Styrene in use: Alfa-Bank

Alfa-Bank used Styrene by Commercial Type for the redesign

May 28, 2019


Irina Voloshina

Аrt director, Alfa-Bank

The team of our designers was given a practical task, to choose a company font that we could later use for branding, communications, and other projects of the bank, — yet with all the rights belonging not to agency, but to us.

The usual development cycle for a customized typeface is two years. This was not OK with us: to develop any stuff we create inside our own company usually takes way less time. For example, a re-branding process and shifting to a new graphic system — from the idea taking its final form and up to the launch, — took us just two months. That is why we haven’t been able to order our own corporate font, so we started to look for a ready font on the market — a font that would meet our criteria: it had to be contemporary and relevant, high-quality, expressive, and not widely used.

There weren’t many options: our shortlist included two or three of them. We chose Styrene, for it had the most interesting character coupled with high readability. Styrene has a wide range of weights, from super-narrow to really fat ones, and — which is not typical for sans serifs, — high-quality, modern, very expressive italics. On the one hand, it looks fresh and relevant, — on the other hand, it is so brightly distinctive, that it will, I believe, outlive current trends in type design. The font has two families, and we took both — Styrene A and Styrene B. The second one works better in practical tasks.


Styrene in the renewed Alfa Bank’s branding

Before making our choice, we gave a chance to try the font to our designers in charge of company’s communications, and it proved that Styrene had rather rich range of tools. The typography is tricky thing: a poor font solution can destroy elaborate structures — if a font doesn’t exist in certain sizes, doesn’t allow for constructing an information hierarchy.

In the next stage, we linked up the logo and the font to enable fast creation of high-quality brand derivatives: sub-branding, product branding. Those things are possible only if there is your own, expressive, distinctive typeface.

As a result, after a careful renewal of our branding, we made a huge difference to our whole graphic language. The functional potential of this type family allows for creating a recognizable identity with a minimum amount of expressive means.

Typography became an important actor in our communications. We all live in the world oversaturated with information, with a font being a primary information medium. Communications and services tend to become more and more practical, and there is no more room for decoration. All things expression are now being put on must-have elements, and that is why the future belongs to typography.


Alf_8

Images from the guideline

Ilya Ruderman

Designer of Cyrillic version of Styrene

Styrene, — I designed a Cyrillic version of this font just a year ago, — is yet another masterpiece from Commercial Type studio. Its author, Berton Hasebe, is already known to the design community by his Druk.

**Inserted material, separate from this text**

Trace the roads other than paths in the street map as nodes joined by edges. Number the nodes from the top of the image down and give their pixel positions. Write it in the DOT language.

Styrene is inspired by a Dutch typeface named Breede Schreeflooze, dating back to the early 20th century. It is true that many have tried, but Berton rethinks and reinvents archeological artefacts better than anyone — so that we literally stop seeing the archetype, and start seeing a peculiar contemporary type: oddly proportioned, very simple — and yet undeniably with its own recognizable voice and style.

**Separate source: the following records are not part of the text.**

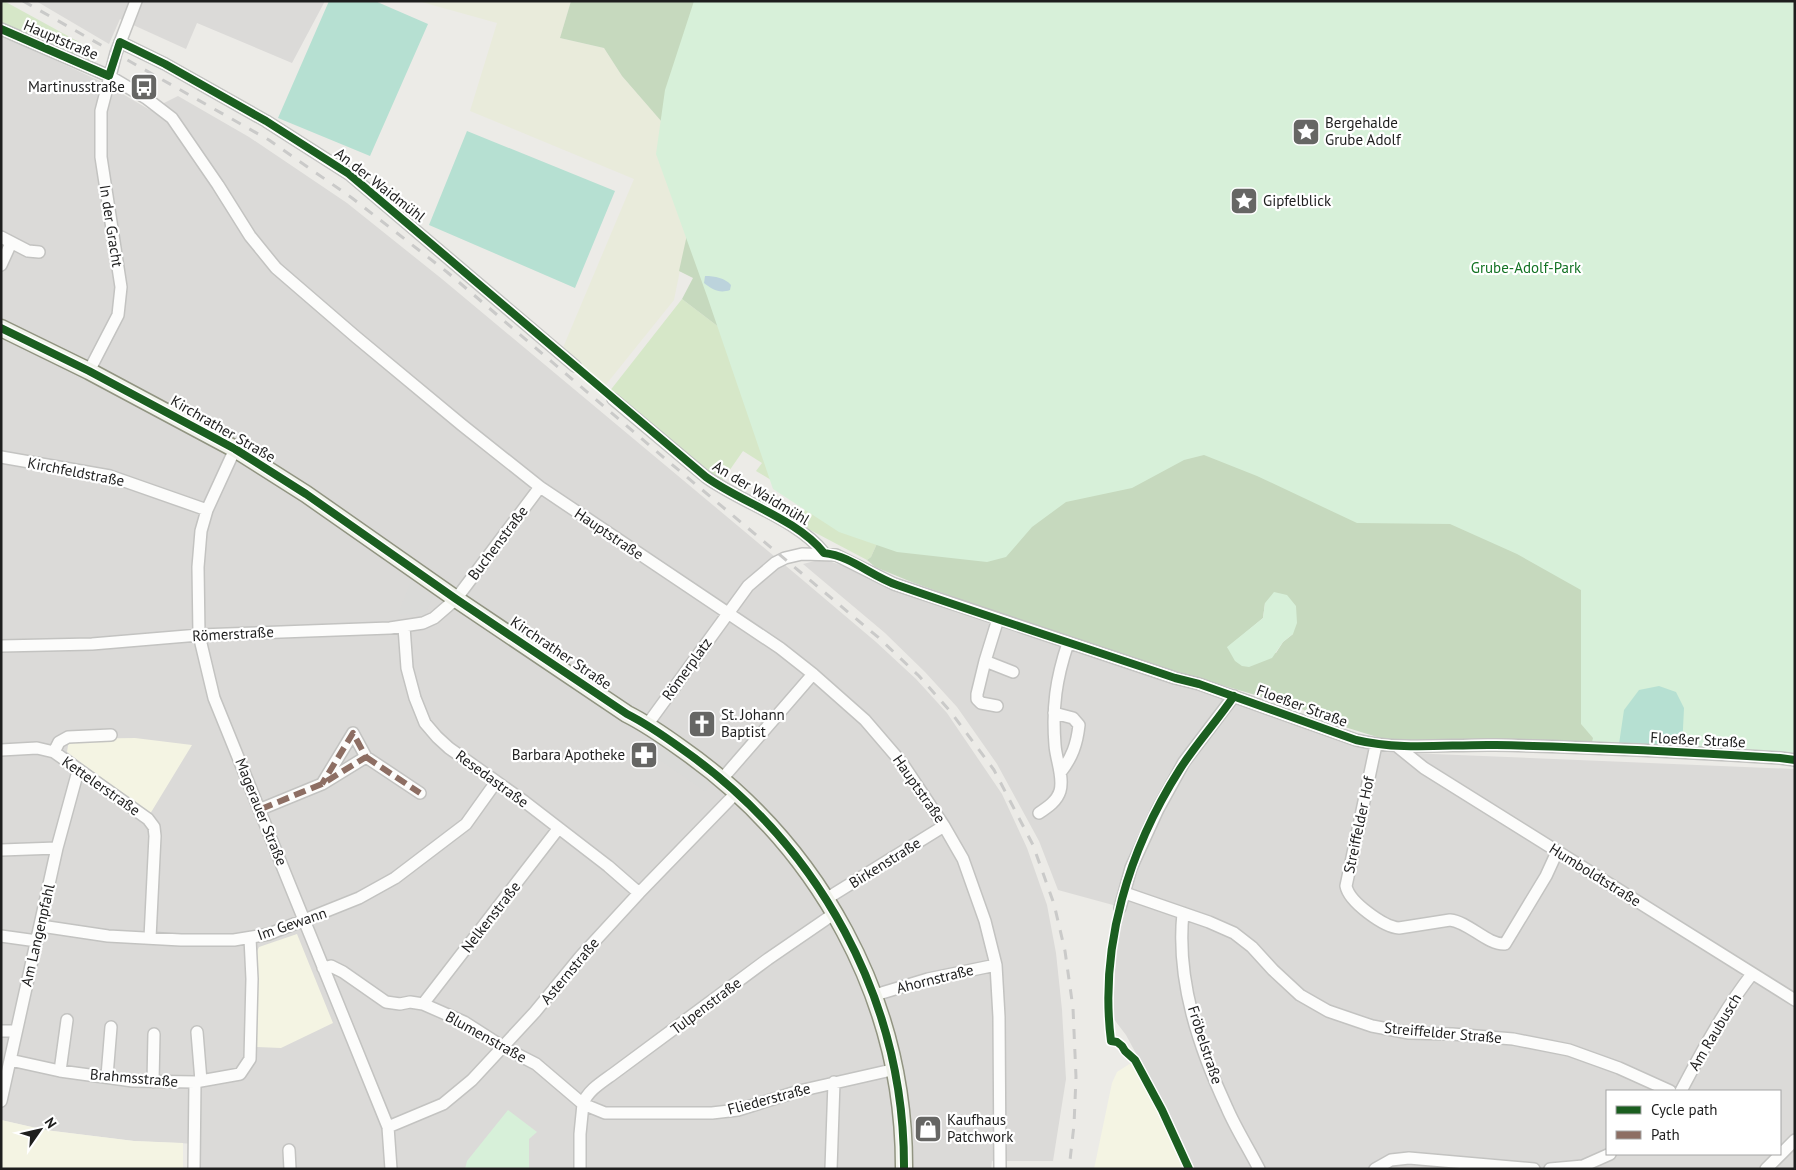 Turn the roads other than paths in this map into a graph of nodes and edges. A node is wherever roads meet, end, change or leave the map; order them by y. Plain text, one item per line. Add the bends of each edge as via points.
1 (136, 1) edge
2 (1, 29) edge
3 (120, 42) junction
4 (109, 76) junction
5 (6, 240) edge
6 (39, 252) dead end
7 (1, 265) edge
8 (1, 328) edge
9 (575, 366) dead end
10 (89, 370) junction
11 (613, 399) dead end
12 (236, 448) junction
13 (1, 457) edge
14 (540, 487) junction
15 (207, 510) junction
16 (824, 553) junction
17 (456, 599) junction
18 (727, 613) junction
19 (998, 619) junction
20 (404, 627) junction
21 (198, 635) junction
22 (1068, 643) junction
23 (1, 646) edge
24 (985, 661) junction
25 (1013, 672) dead end
26 (813, 674) junction
27 (1234, 696) junction
28 (997, 706) dead end
29 (1054, 713) junction
30 (647, 725) junction
31 (112, 735) dead end
32 (1376, 745) junction
33 (1398, 747) junction
34 (1, 750) edge
35 (54, 752) junction
36 (366, 756) junction
37 (1795, 760) edge
38 (78, 771) junction
39 (1060, 773) junction
40 (722, 779) junction
41 (496, 782) junction
42 (322, 784) junction
43 (737, 792) junction
44 (420, 793) dead end
45 (261, 809) junction
46 (1039, 813) dead end
47 (944, 826) junction
48 (558, 829) junction
49 (57, 848) junction
50 (1, 850) edge
51 (1557, 852) junction
52 (640, 893) junction
53 (1125, 893) junction
54 (830, 906) junction
55 (1120, 908) dead end
56 (1183, 913) junction
57 (304, 920) junction
58 (41, 926) junction
59 (1, 936) edge
60 (150, 938) junction
61 (250, 938) junction
62 (37, 941) junction
63 (996, 965) junction
64 (324, 968) junction
65 (1752, 974) junction
66 (875, 995) junction
67 (1795, 1000) edge
68 (423, 1004) junction
69 (67, 1020) dead end
70 (111, 1028) dead end
71 (1, 1031) edge
72 (16, 1031) junction
73 (197, 1032) dead end
74 (154, 1034) dead end
75 (503, 1047) junction
76 (10, 1060) junction
77 (896, 1069) junction
78 (60, 1071) junction
79 (107, 1076) junction
80 (153, 1082) junction
81 (198, 1082) junction
82 (834, 1082) junction
83 (1668, 1090) edge
84 (1682, 1090) edge
85 (1, 1101) edge
86 (583, 1104) junction
87 (388, 1127) junction
88 (1795, 1140) edge
89 (289, 1150) dead end
90 (1781, 1154) edge
91 (1608, 1155) edge
92 (1780, 1155) edge
93 (194, 1169) edge
94 (290, 1169) edge
95 (391, 1169) edge
96 (580, 1169) edge
97 (832, 1169) edge
98 (904, 1169) edge
99 (1000, 1169) edge
100 (1259, 1169) edge
101 (1375, 1169) edge
102 (1534, 1169) edge
103 (1550, 1169) edge
104 (1766, 1169) edge

1 - 3 street
2 - 4 street, Hauptstraße
3 - 4 street
3 - 9 street, An der Waidmühl via 266,121 349,174
4 - 10 street, In der Gracht via 101,111 101,157 121,287 118,315
4 - 14 street, Hauptstraße via 172,118 250,236 276,268
5 - 6 street via 28,251
5 - 7 street
8 - 10 main road, Kirchrather Straße
10 - 12 main road, Kirchrather Straße
11 - 16 street, An der Waidmühl via 706,478 802,532
12 - 15 street, Magerauer Straße
12 - 17 main road, Kirchrather Straße
13 - 15 street, Kirchfeldstraße via 110,476
14 - 17 street, Buchenstraße
14 - 18 street, Hauptstraße
15 - 21 street, Magerauer Straße via 201,531 198,566
16 - 18 street, Floeßer Straße via 802,554 775,563 748,586
16 - 19 street, Floeßer Straße via 836,555 894,584
17 - 20 street, Römerstraße via 434,618
17 - 30 main road, Kirchrather Straße
18 - 26 street, Hauptstraße
18 - 30 street, Römerplatz
19 - 22 street, Floeßer Straße
19 - 24 street
20 - 21 street, Römerstraße
20 - 41 street, Resedastraße via 407,668 425,723 449,748
21 - 23 street, Römerstraße via 92,644
21 - 45 street, Magerauer Straße via 214,698
22 - 27 street, Floeßer Straße
22 - 29 street via 1056,682
24 - 25 street
24 - 28 street via 978,699 981,703
26 - 40 street
26 - 47 street, Hauptstraße via 864,720 902,762
27 - 32 street, Floeßer Straße
27 - 53 street via 1179,771 1141,844
29 - 39 street
29 - 39 street via 1073,718 1079,725 1074,752
30 - 40 main road, Kirchrather Straße
31 - 35 street, Kettelerstraße via 68,737 59,742
32 - 33 street, Floeßer Straße
32 - 51 street, Streiffelder Hof via 1346,886 1354,900 1392,927 1458,921 1494,942 1505,944
33 - 37 street, Floeßer Straße via 1503,745
33 - 51 street, Humboldtstraße via 1424,768
34 - 35 street, Kettelerstraße via 37,748
35 - 38 street, Kettelerstraße
36 - 42 street
36 - 42 street via 353,733
36 - 44 street
38 - 49 street, Am Langenpfahl
38 - 60 street, Kettelerstraße via 154,827
39 - 46 street via 1059,796
40 - 43 main road, Kirchrather Straße
41 - 48 street, Resedastraße
41 - 57 street, Im Gewann via 466,824 394,878 364,896
42 - 45 street
43 - 52 street, Asternstraße
43 - 54 main road, Kirchrather Straße via 794,853
45 - 57 street, Magerauer Straße
47 - 54 street, Birkenstraße
47 - 63 street, Hauptstraße via 963,859 985,921
48 - 52 street, Resedastraße
48 - 68 street, Nelkenstraße
49 - 50 street
49 - 58 street, Am Langenpfahl
51 - 65 street, Humboldtstraße
52 - 75 street, Asternstraße
53 - 55 street
53 - 56 street, Streiffelder Straße
54 - 66 main road, Kirchrather Straße
54 - 86 street, Tulpenstraße via 782,949 591,1091
56 - 83 street, Streiffelder Straße via 1234,933 1300,995 1328,1011 1372,1026 1409,1033 1513,1039 1569,1050
56 - 100 street, Fröbelstraße via 1182,955 1196,1030 1227,1109
57 - 61 street, Im Gewann
57 - 64 street, Magerauer Straße
58 - 60 street, Im Gewann via 108,936
58 - 62 street, Am Langenpfahl
59 - 62 street
60 - 61 street, Im Gewann
61 - 81 street, Brahmsstraße via 250,1059 240,1074
62 - 72 street, Am Langenpfahl
63 - 66 street, Ahornstraße via 928,979
63 - 99 street, Hauptstraße
64 - 68 street, Blumenstraße via 331,966 343,972 386,1002
64 - 87 street, Magerauer Straße
65 - 67 street, Humboldtstraße
65 - 84 street, Am Raubusch
66 - 77 main road, Kirchrather Straße
68 - 75 street, Blumenstraße via 464,1022
69 - 78 street
70 - 79 street
71 - 72 street
72 - 76 street, Am Langenpfahl
73 - 81 street
74 - 80 street
75 - 86 street, Blumenstraße via 536,1064
75 - 87 street, Asternstraße via 472,1080 443,1104
76 - 78 street, Brahmsstraße
76 - 85 street, Am Langenpfahl
77 - 82 street, Fliederstraße
77 - 98 main road, Kirchrather Straße
78 - 79 street, Brahmsstraße
79 - 80 street, Brahmsstraße
80 - 81 street, Brahmsstraße
81 - 93 street
82 - 86 street, Fliederstraße via 738,1110 712,1113 605,1112
82 - 97 street
86 - 96 street
87 - 95 street, Magerauer Straße
88 - 90 street
89 - 94 street
91 - 103 street via 1583,1166
92 - 104 street
101 - 102 street via 1391,1160 1409,1158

I really liked previous Alfa-Bank’s rebranding, back when WollfsOllins presented a new concept with an underlined A. Although, the type part of this logo left much to be desired (you do remember this Л, right?). It should have been denser, and balanced in a different way. Yury Ostromentsky and me, we helped the guys to improve and finalize Alfa’s both logos, Russian and English. I am happy that we’ve managed to keep all the gains of their previous style — all while bringing it to a whole new, modern level, largely due to Styrene.